[Stored items]
****************
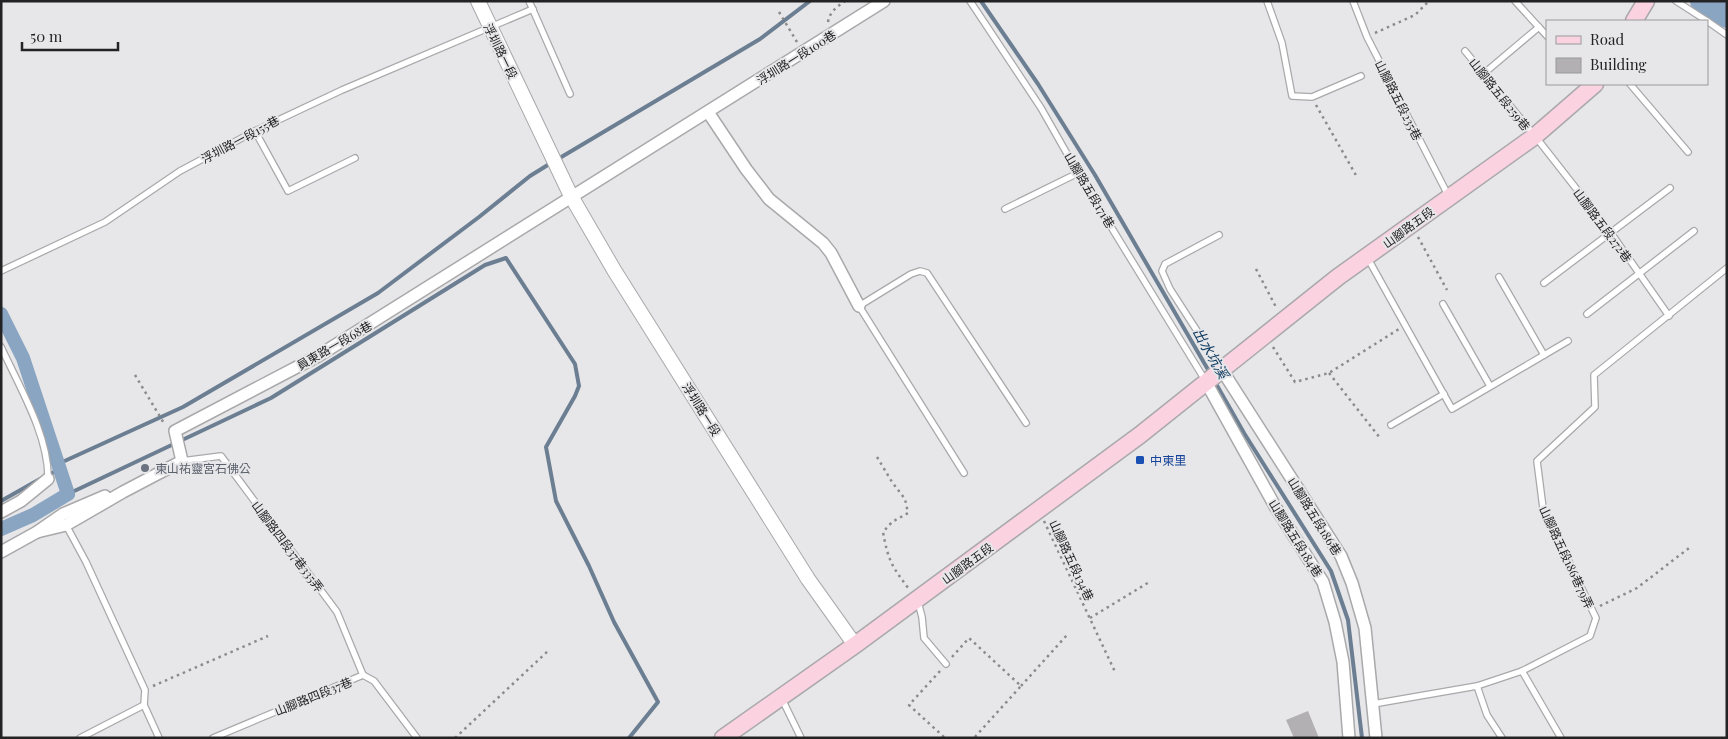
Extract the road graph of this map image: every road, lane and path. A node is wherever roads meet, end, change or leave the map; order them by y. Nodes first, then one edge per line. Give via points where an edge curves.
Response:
1 (478, 1) edge
2 (529, 1) edge
3 (845, 1) edge
4 (970, 1) edge
5 (1267, 1) edge
6 (1353, 1) edge
7 (1429, 1) edge
8 (1515, 1) edge
9 (1646, 1) edge
10 (1676, 1) edge
11 (881, 2) edge
12 (533, 9) junction
13 (779, 12) dead end
14 (1635, 20) edge
15 (1705, 20) edge
16 (1708, 22) edge
17 (490, 27) junction
18 (1539, 27) junction
19 (1727, 34) edge
20 (830, 35) junction
21 (1546, 35) edge
22 (1368, 37) junction
23 (1465, 51) dead end
24 (803, 52) junction
25 (1488, 70) dead end
26 (1361, 76) dead end
27 (1592, 85) edge
28 (1631, 85) edge
29 (570, 94) dead end
30 (1312, 97) junction
31 (708, 112) junction
32 (255, 131) junction
33 (1535, 136) junction
34 (1688, 152) dead end
35 (354, 158) dead end
36 (1078, 173) junction
37 (1358, 176) dead end
38 (1670, 188) dead end
39 (571, 196) junction
40 (1448, 197) junction
41 (1004, 208) dead end
42 (1411, 224) junction
43 (1694, 231) dead end
44 (1611, 233) junction
45 (1219, 235) dead end
46 (1366, 257) junction
47 (1727, 268) edge
48 (1256, 269) dead end
49 (1, 272) edge
50 (1639, 274) junction
51 (1499, 277) dead end
52 (1544, 283) dead end
53 (1447, 290) dead end
54 (1443, 304) dead end
55 (859, 306) junction
56 (1587, 314) dead end
57 (1669, 316) junction
58 (1284, 321) junction
59 (1404, 326) junction
60 (1266, 335) junction
61 (1568, 341) dead end
62 (1, 347) edge
63 (1544, 355) junction
64 (1222, 370) junction
65 (1329, 373) junction
66 (135, 375) dead end
67 (1206, 382) junction
68 (1490, 386) junction
69 (1444, 394) junction
70 (1026, 423) dead end
71 (1391, 425) dead end
72 (175, 431) junction
73 (1380, 438) dead end
74 (877, 457) dead end
75 (182, 461) junction
76 (964, 473) dead end
77 (48, 479) joint
78 (122, 492) junction
79 (1039, 510) junction
80 (1, 512) edge
81 (66, 525) junction
82 (37, 532) junction
83 (1689, 548) dead end
84 (1, 552) edge
85 (1150, 580) dead end
86 (917, 600) junction
87 (1592, 610) junction
88 (1090, 618) junction
89 (1067, 634) dead end
90 (268, 636) dead end
91 (855, 645) junction
92 (548, 651) dead end
93 (946, 664) junction
94 (1522, 670) junction
95 (1116, 674) dead end
96 (364, 675) junction
97 (1021, 686) junction
98 (1477, 686) junction
99 (145, 690) junction
100 (781, 697) junction
101 (1373, 704) junction
102 (144, 705) junction
103 (80, 738) edge
104 (159, 738) edge
105 (213, 738) edge
106 (417, 738) edge
107 (455, 738) edge
108 (723, 738) edge
109 (801, 738) edge
110 (945, 738) edge
111 (974, 738) edge
112 (1349, 738) edge
113 (1376, 738) edge
114 (1502, 738) edge
115 (1561, 738) edge

1 - 17 street, 浮圳路一段
2 - 12 lane
3 - 20 path via 830,14
4 - 36 lane, 山腳路五段171巷 via 1041,108
5 - 30 lane via 1282,43 1292,96
6 - 22 lane, 山腳路五段235巷
7 - 22 path via 1415,15
8 - 18 lane
9 - 14 main road
10 - 15 lane
11 - 20 street, 浮圳路一段100巷
12 - 17 lane, 浮圳路一段155巷
12 - 29 lane
13 - 24 path
16 - 19 lane
17 - 32 lane, 浮圳路一段155巷
17 - 39 street, 浮圳路一段
18 - 21 lane
18 - 25 lane
20 - 24 street, 浮圳路一段100巷
22 - 40 lane, 山腳路五段235巷
23 - 33 lane, 山腳路五段259巷
24 - 31 street, 浮圳路一段100巷
26 - 30 lane
27 - 33 main road, 山腳路五段
28 - 34 lane
30 - 37 path
31 - 39 street, 浮圳路一段100巷
31 - 55 street via 769,199 831,253
32 - 35 lane via 288,191
32 - 49 lane, 浮圳路一段155巷 via 180,171 106,222
33 - 40 main road, 山腳路五段
33 - 44 lane, 山腳路五段272巷
36 - 41 lane
36 - 67 lane, 山腳路五段171巷
38 - 44 lane
39 - 72 street, 員東路一段68巷 via 318,356
39 - 91 street, 浮圳路一段 via 808,579
40 - 42 main road, 山腳路五段
42 - 46 main road, 山腳路五段
42 - 53 path
43 - 50 lane
44 - 50 lane, 山腳路五段272巷
44 - 52 lane
45 - 64 lane via 1165,264 1162,271
46 - 58 main road, 山腳路五段
46 - 59 lane
47 - 57 lane
48 - 58 path
50 - 56 lane
50 - 57 lane, 山腳路五段272巷
51 - 63 lane
54 - 68 lane
55 - 70 lane via 911,274 927,273
55 - 76 lane
57 - 87 lane, 山腳路五段186巷79弄 via 1594,375 1595,407 1537,461 1543,508
58 - 60 main road, 山腳路五段
59 - 65 path
59 - 69 lane
60 - 64 main road, 山腳路五段
60 - 65 path via 1295,382
61 - 63 lane
62 - 77 lane via 39,431 49,465
63 - 68 lane
64 - 67 main road, 山腳路五段
64 - 101 street, 山腳路五段186巷 via 1341,556 1365,628
65 - 73 path
66 - 72 path via 165,425
67 - 79 main road, 山腳路五段
67 - 112 street, 山腳路五段184巷 via 1276,508 1324,582 1343,662
68 - 69 lane via 1452,409
69 - 71 lane
72 - 75 street
74 - 86 path via 905,499 908,513 892,522 883,532 887,553 892,566
75 - 78 street
75 - 96 lane, 山腳路四段37巷335弄 via 220,456 337,612
77 - 80 street
78 - 81 street
78 - 82 street via 110,493 63,514
79 - 86 main road, 山腳路五段
79 - 88 path, 山腳路五段134巷
81 - 82 street
81 - 99 lane
82 - 84 street
83 - 87 path via 1637,588
85 - 88 path, 山腳路五段134巷
86 - 91 main road, 山腳路五段
86 - 93 lane via 924,638
87 - 94 lane, 山腳路五段186巷79弄 via 1596,618 1590,636
88 - 95 path, 山腳路五段134巷
89 - 97 path
90 - 99 path
91 - 100 main road, 山腳路五段
92 - 107 path
93 - 97 path via 969,638
93 - 110 path via 909,705
94 - 98 lane, 山腳路五段186巷79弄
94 - 115 lane
96 - 105 lane, 山腳路四段37巷
96 - 106 lane, 山腳路四段37巷 via 374,681
97 - 111 path
98 - 101 lane, 山腳路五段186巷79弄
98 - 114 lane via 1487,715
99 - 102 lane
100 - 108 main road, 山腳路五段
100 - 109 lane
101 - 113 street, 山腳路五段186巷
102 - 103 lane
102 - 104 lane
****************
Write out the data exactly, and exclude every picture it holds.

Extract the road graph of this map image: every road, lane and path. A node is wherever roads meet, end, change or leave the map; order them by y. Nodes first, then one edge per line. Give via points where an edge curves.
Response:
1 (478, 1) edge
2 (529, 1) edge
3 (845, 1) edge
4 (970, 1) edge
5 (1267, 1) edge
6 (1353, 1) edge
7 (1429, 1) edge
8 (1515, 1) edge
9 (1646, 1) edge
10 (1676, 1) edge
11 (881, 2) edge
12 (533, 9) junction
13 (779, 12) dead end
14 (1635, 20) edge
15 (1705, 20) edge
16 (1708, 22) edge
17 (490, 27) junction
18 (1539, 27) junction
19 (1727, 34) edge
20 (830, 35) junction
21 (1546, 35) edge
22 (1368, 37) junction
23 (1465, 51) dead end
24 (803, 52) junction
25 (1488, 70) dead end
26 (1361, 76) dead end
27 (1592, 85) edge
28 (1631, 85) edge
29 (570, 94) dead end
30 (1312, 97) junction
31 (708, 112) junction
32 (255, 131) junction
33 (1535, 136) junction
34 (1688, 152) dead end
35 (354, 158) dead end
36 (1078, 173) junction
37 (1358, 176) dead end
38 (1670, 188) dead end
39 (571, 196) junction
40 (1448, 197) junction
41 (1004, 208) dead end
42 (1411, 224) junction
43 (1694, 231) dead end
44 (1611, 233) junction
45 (1219, 235) dead end
46 (1366, 257) junction
47 (1727, 268) edge
48 (1256, 269) dead end
49 (1, 272) edge
50 (1639, 274) junction
51 (1499, 277) dead end
52 (1544, 283) dead end
53 (1447, 290) dead end
54 (1443, 304) dead end
55 (859, 306) junction
56 (1587, 314) dead end
57 (1669, 316) junction
58 (1284, 321) junction
59 (1404, 326) junction
60 (1266, 335) junction
61 (1568, 341) dead end
62 (1, 347) edge
63 (1544, 355) junction
64 (1222, 370) junction
65 (1329, 373) junction
66 (135, 375) dead end
67 (1206, 382) junction
68 (1490, 386) junction
69 (1444, 394) junction
70 (1026, 423) dead end
71 (1391, 425) dead end
72 (175, 431) junction
73 (1380, 438) dead end
74 (877, 457) dead end
75 (182, 461) junction
76 (964, 473) dead end
77 (48, 479) joint
78 (122, 492) junction
79 (1039, 510) junction
80 (1, 512) edge
81 (66, 525) junction
82 (37, 532) junction
83 (1689, 548) dead end
84 (1, 552) edge
85 (1150, 580) dead end
86 (917, 600) junction
87 (1592, 610) junction
88 (1090, 618) junction
89 (1067, 634) dead end
90 (268, 636) dead end
91 (855, 645) junction
92 (548, 651) dead end
93 (946, 664) junction
94 (1522, 670) junction
95 (1116, 674) dead end
96 (364, 675) junction
97 (1021, 686) junction
98 (1477, 686) junction
99 (145, 690) junction
100 (781, 697) junction
101 (1373, 704) junction
102 (144, 705) junction
103 (80, 738) edge
104 (159, 738) edge
105 (213, 738) edge
106 (417, 738) edge
107 (455, 738) edge
108 (723, 738) edge
109 (801, 738) edge
110 (945, 738) edge
111 (974, 738) edge
112 (1349, 738) edge
113 (1376, 738) edge
114 (1502, 738) edge
115 (1561, 738) edge

1 - 17 street, 浮圳路一段
2 - 12 lane
3 - 20 path via 830,14
4 - 36 lane, 山腳路五段171巷 via 1041,108
5 - 30 lane via 1282,43 1292,96
6 - 22 lane, 山腳路五段235巷
7 - 22 path via 1415,15
8 - 18 lane
9 - 14 main road
10 - 15 lane
11 - 20 street, 浮圳路一段100巷
12 - 17 lane, 浮圳路一段155巷
12 - 29 lane
13 - 24 path
16 - 19 lane
17 - 32 lane, 浮圳路一段155巷
17 - 39 street, 浮圳路一段
18 - 21 lane
18 - 25 lane
20 - 24 street, 浮圳路一段100巷
22 - 40 lane, 山腳路五段235巷
23 - 33 lane, 山腳路五段259巷
24 - 31 street, 浮圳路一段100巷
26 - 30 lane
27 - 33 main road, 山腳路五段
28 - 34 lane
30 - 37 path
31 - 39 street, 浮圳路一段100巷
31 - 55 street via 769,199 831,253
32 - 35 lane via 288,191
32 - 49 lane, 浮圳路一段155巷 via 180,171 106,222
33 - 40 main road, 山腳路五段
33 - 44 lane, 山腳路五段272巷
36 - 41 lane
36 - 67 lane, 山腳路五段171巷
38 - 44 lane
39 - 72 street, 員東路一段68巷 via 318,356
39 - 91 street, 浮圳路一段 via 808,579
40 - 42 main road, 山腳路五段
42 - 46 main road, 山腳路五段
42 - 53 path
43 - 50 lane
44 - 50 lane, 山腳路五段272巷
44 - 52 lane
45 - 64 lane via 1165,264 1162,271
46 - 58 main road, 山腳路五段
46 - 59 lane
47 - 57 lane
48 - 58 path
50 - 56 lane
50 - 57 lane, 山腳路五段272巷
51 - 63 lane
54 - 68 lane
55 - 70 lane via 911,274 927,273
55 - 76 lane
57 - 87 lane, 山腳路五段186巷79弄 via 1594,375 1595,407 1537,461 1543,508
58 - 60 main road, 山腳路五段
59 - 65 path
59 - 69 lane
60 - 64 main road, 山腳路五段
60 - 65 path via 1295,382
61 - 63 lane
62 - 77 lane via 39,431 49,465
63 - 68 lane
64 - 67 main road, 山腳路五段
64 - 101 street, 山腳路五段186巷 via 1341,556 1365,628
65 - 73 path
66 - 72 path via 165,425
67 - 79 main road, 山腳路五段
67 - 112 street, 山腳路五段184巷 via 1276,508 1324,582 1343,662
68 - 69 lane via 1452,409
69 - 71 lane
72 - 75 street
74 - 86 path via 905,499 908,513 892,522 883,532 887,553 892,566
75 - 78 street
75 - 96 lane, 山腳路四段37巷335弄 via 220,456 337,612
77 - 80 street
78 - 81 street
78 - 82 street via 110,493 63,514
79 - 86 main road, 山腳路五段
79 - 88 path, 山腳路五段134巷
81 - 82 street
81 - 99 lane
82 - 84 street
83 - 87 path via 1637,588
85 - 88 path, 山腳路五段134巷
86 - 91 main road, 山腳路五段
86 - 93 lane via 924,638
87 - 94 lane, 山腳路五段186巷79弄 via 1596,618 1590,636
88 - 95 path, 山腳路五段134巷
89 - 97 path
90 - 99 path
91 - 100 main road, 山腳路五段
92 - 107 path
93 - 97 path via 969,638
93 - 110 path via 909,705
94 - 98 lane, 山腳路五段186巷79弄
94 - 115 lane
96 - 105 lane, 山腳路四段37巷
96 - 106 lane, 山腳路四段37巷 via 374,681
97 - 111 path
98 - 101 lane, 山腳路五段186巷79弄
98 - 114 lane via 1487,715
99 - 102 lane
100 - 108 main road, 山腳路五段
100 - 109 lane
101 - 113 street, 山腳路五段186巷
102 - 103 lane
102 - 104 lane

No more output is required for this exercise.